▶ The problem
Please return the listing below word for word, minus its pictures.

== Segment start ==

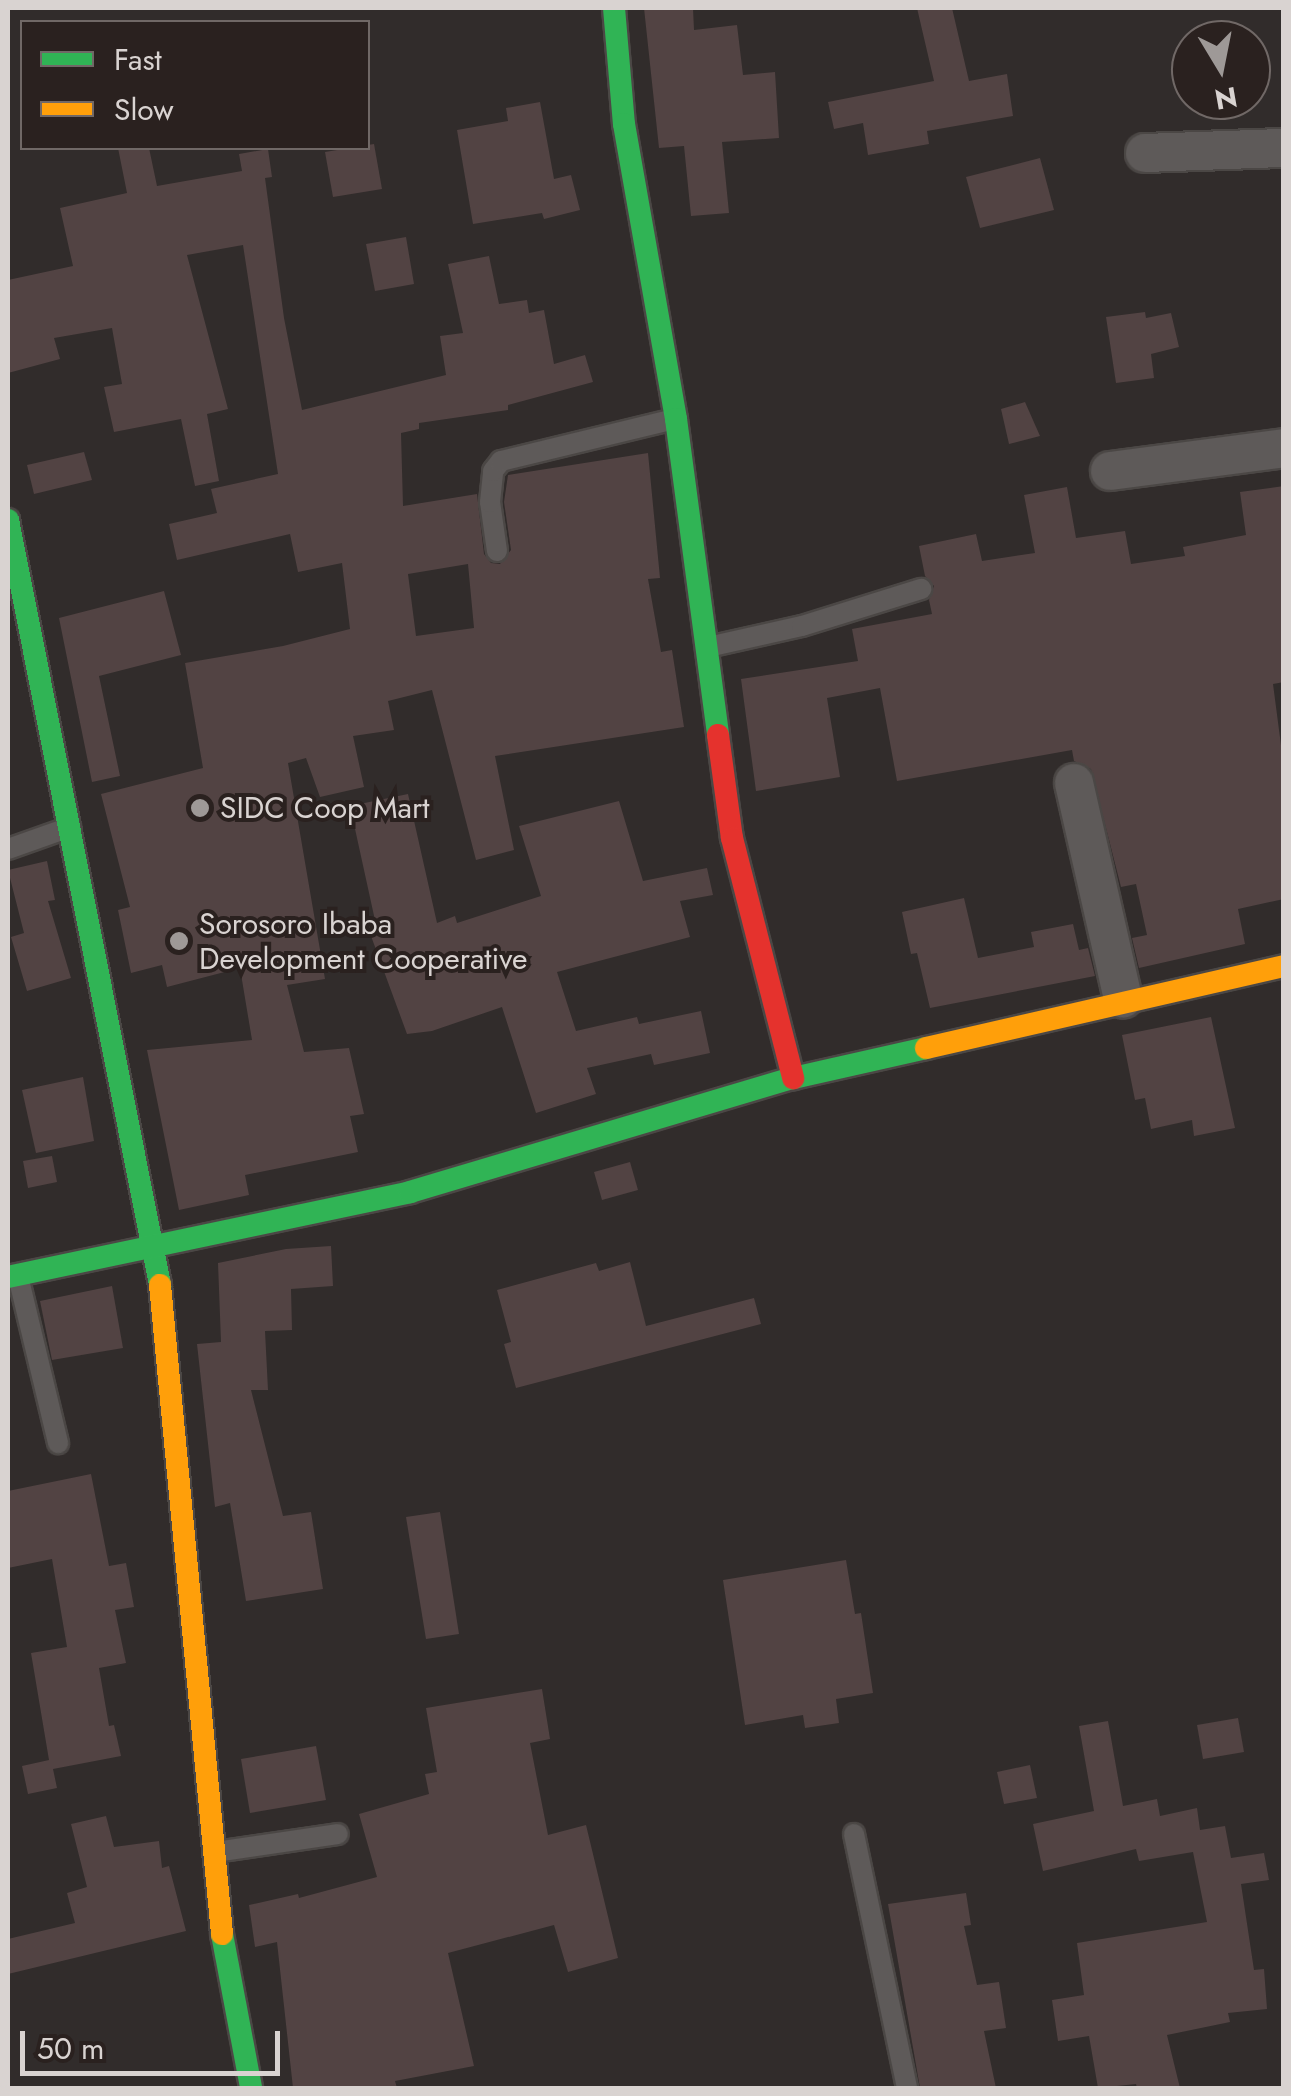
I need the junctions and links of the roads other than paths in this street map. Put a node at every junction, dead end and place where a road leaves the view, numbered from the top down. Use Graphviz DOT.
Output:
graph roads {
  1 [pos="614,8"];
  2 [pos="1284,148"];
  3 [pos="1145,153"];
  4 [pos="676,418"];
  5 [pos="1284,448"];
  6 [pos="1110,471"];
  7 [pos="8,527"];
  8 [pos="497,551"];
  9 [pos="920,589"];
  10 [pos="708,646"];
  11 [pos="1074,783"];
  12 [pos="72,826"];
  13 [pos="8,849"];
  14 [pos="1284,966"];
  15 [pos="1123,1000"];
  16 [pos="793,1078"];
  17 [pos="156,1246"];
  18 [pos="12,1276"];
  19 [pos="58,1443"];
  20 [pos="338,1834"];
  21 [pos="854,1834"];
  22 [pos="214,1853"];
  23 [pos="251,2088"];
  24 [pos="907,2088"];
  1 -- 4 [label="street"];
  2 -- 3 [label="street"];
  4 -- 8 [label="lane"];
  4 -- 10 [label="street"];
  5 -- 6 [label="street"];
  7 -- 12 [label="street"];
  9 -- 10 [label="lane"];
  10 -- 16 [label="street"];
  11 -- 15 [label="street"];
  12 -- 13 [label="lane"];
  12 -- 17 [label="street"];
  14 -- 15 [label="street"];
  15 -- 16 [label="street"];
  16 -- 17 [label="street"];
  17 -- 18 [label="street"];
  17 -- 22 [label="street"];
  18 -- 19 [label="lane"];
  20 -- 22 [label="lane"];
  21 -- 24 [label="lane"];
  22 -- 23 [label="street"];
}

== Segment end ==

▶ Answer box
I need the junctions and links of the roads other than paths in this street map. Put a node at every junction, dead end and place where a road leaves the view, numbered from the top down. Use Graphviz DOT.
Output:
graph roads {
  1 [pos="614,8"];
  2 [pos="1284,148"];
  3 [pos="1145,153"];
  4 [pos="676,418"];
  5 [pos="1284,448"];
  6 [pos="1110,471"];
  7 [pos="8,527"];
  8 [pos="497,551"];
  9 [pos="920,589"];
  10 [pos="708,646"];
  11 [pos="1074,783"];
  12 [pos="72,826"];
  13 [pos="8,849"];
  14 [pos="1284,966"];
  15 [pos="1123,1000"];
  16 [pos="793,1078"];
  17 [pos="156,1246"];
  18 [pos="12,1276"];
  19 [pos="58,1443"];
  20 [pos="338,1834"];
  21 [pos="854,1834"];
  22 [pos="214,1853"];
  23 [pos="251,2088"];
  24 [pos="907,2088"];
  1 -- 4 [label="street"];
  2 -- 3 [label="street"];
  4 -- 8 [label="lane"];
  4 -- 10 [label="street"];
  5 -- 6 [label="street"];
  7 -- 12 [label="street"];
  9 -- 10 [label="lane"];
  10 -- 16 [label="street"];
  11 -- 15 [label="street"];
  12 -- 13 [label="lane"];
  12 -- 17 [label="street"];
  14 -- 15 [label="street"];
  15 -- 16 [label="street"];
  16 -- 17 [label="street"];
  17 -- 18 [label="street"];
  17 -- 22 [label="street"];
  18 -- 19 [label="lane"];
  20 -- 22 [label="lane"];
  21 -- 24 [label="lane"];
  22 -- 23 [label="street"];
}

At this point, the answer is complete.